A part of me wonders if it was reliced from the factory.


----------



## Budda (May 29, 2007)

Pat James said:


> A part of me wonders if it was reliced from the factory.


It wasnt. Satin model - thats what happens with them.


----------



## Pat James (5 mo ago)

A part of me does hope this is a fake because that price is really good and I really want a reason not to buy it.


----------



## Mutant_Guitar (Oct 24, 2021)

You can look at satin funny and it will flake right off


----------



## Budda (May 29, 2007)

It isnt  haha


----------



## Pat James (5 mo ago)

Budda said:


> It isnt  haha


Yea I figured it wasn't. It's giving me Parker vibes with the all black look. I know it won't sit for too long at that price.

EDIT I misinterpreted that as it wasn't fake, when I believe what you were saying it isn't real.


----------



## Pat James (5 mo ago)

I found a picture on Reverb of a red one. As I look closer at the headstock... get weird vibes. One of these things is not like the others?


















The decal is a bit off. The dot for the i is Smith is way above the other one. It is also much duller compared to the other, and the writing has slight variations to the letters in the signature. The bottom loop inside the letter S is more rounded in the red one than the black one. The two "e's" in Reed are much more apparent in the red one, whereas the black one the e's are squished together.


----------



## Pat James (5 mo ago)

Wow, I am surprised how many people are saying yes. It isn't real, so I guess the thread can be closed? Don't want to mislead anyone else into buying it.


----------



## Jaime (Mar 29, 2020)

Pat James said:


> Wow, I am surprised how many people are saying yes. It isn't real, so I guess the thread can be closed? Don't want to mislead anyone else into buying it.
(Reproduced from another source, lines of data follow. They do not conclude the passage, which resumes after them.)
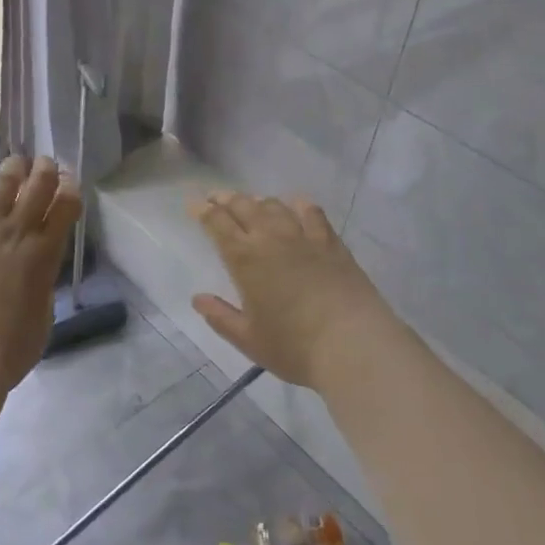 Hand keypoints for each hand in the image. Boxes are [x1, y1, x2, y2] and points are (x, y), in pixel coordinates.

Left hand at [0, 157, 81, 398]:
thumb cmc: (6, 352)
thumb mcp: (42, 321)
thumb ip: (42, 290)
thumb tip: (37, 277)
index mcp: (44, 255)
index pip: (65, 210)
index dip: (71, 191)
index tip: (72, 181)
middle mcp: (15, 234)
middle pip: (36, 190)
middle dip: (46, 172)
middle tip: (48, 162)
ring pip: (1, 188)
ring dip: (12, 170)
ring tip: (17, 160)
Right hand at [188, 192, 403, 392]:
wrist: (352, 343)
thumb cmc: (294, 346)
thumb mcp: (248, 339)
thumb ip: (221, 317)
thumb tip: (198, 298)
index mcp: (245, 259)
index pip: (217, 223)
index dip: (202, 210)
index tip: (193, 204)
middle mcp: (271, 238)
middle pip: (243, 206)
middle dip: (225, 199)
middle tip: (215, 198)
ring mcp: (304, 237)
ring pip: (275, 206)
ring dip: (258, 201)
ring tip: (251, 204)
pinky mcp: (331, 242)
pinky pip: (312, 213)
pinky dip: (299, 205)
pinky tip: (297, 206)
People are saying it's real because... it's real? @Budda has a very well worn guitar from the same series. I owned a guitar from the same series. Here's the headstock from mine, which the decal looks _slightly _different than either of your examples. Evidently it happens.


----------



## Pat James (5 mo ago)

Jaime said:


> People are saying it's real because... it's real? @Budda has a very well worn guitar from the same series. I owned a guitar from the same series. Here's the headstock from mine, which the decal looks _slightly _different than either of your examples. Evidently it happens.
> 
> View attachment 444591



Take a closer look at the letters in Reed for me and compare it to the one in the listing. All the S2 models have very defined "e's". The ones in the decal are barely distinguishable. Also, the dot for the i in Smith is above where the t crosses. 

Just look at it! (Edbassmaster voice)


----------



## Jaime (Mar 29, 2020)

Pat James said:


> Take a closer look at the letters in Reed for me and compare it to the one in the listing. All the S2 models have very defined "e's". The ones in the decal are barely distinguishable. Also, the dot for the i in Smith is above where the t crosses.
> 
> Just look at it! (Edbassmaster voice)


And look at how mine isn't lined up like the red one either. If there is any human involvement in decal application you'll get some variance. As someone who has fucked up decal application multiple times: it happens. It's not a fake a PRS.


----------



## Pat James (5 mo ago)

Jaime said:


> And look at how mine isn't lined up like the red one either. If there is any human involvement in decal application you'll get some variance. As someone who has fucked up decal application multiple times: it happens. It's not a fake a PRS.


The consistency with the "e's" in Reed leads me to believe otherwise, but thanks for posting the pic of yours (which supports my reasons for believing it to still be a fake). If you can find one where the letters are jumbled up and barely distinguishable in the logo, I'll reconsider.


----------



## Jaime (Mar 29, 2020)

Pat James said:


> The consistency with the "e's" in Reed leads me to believe otherwise, but thanks for posting the pic of yours (which supports my reasons for believing it to still be a fake). If you can find one where the lettesr are jumbled up and barely distinguishable in the logo, I'll reconsider.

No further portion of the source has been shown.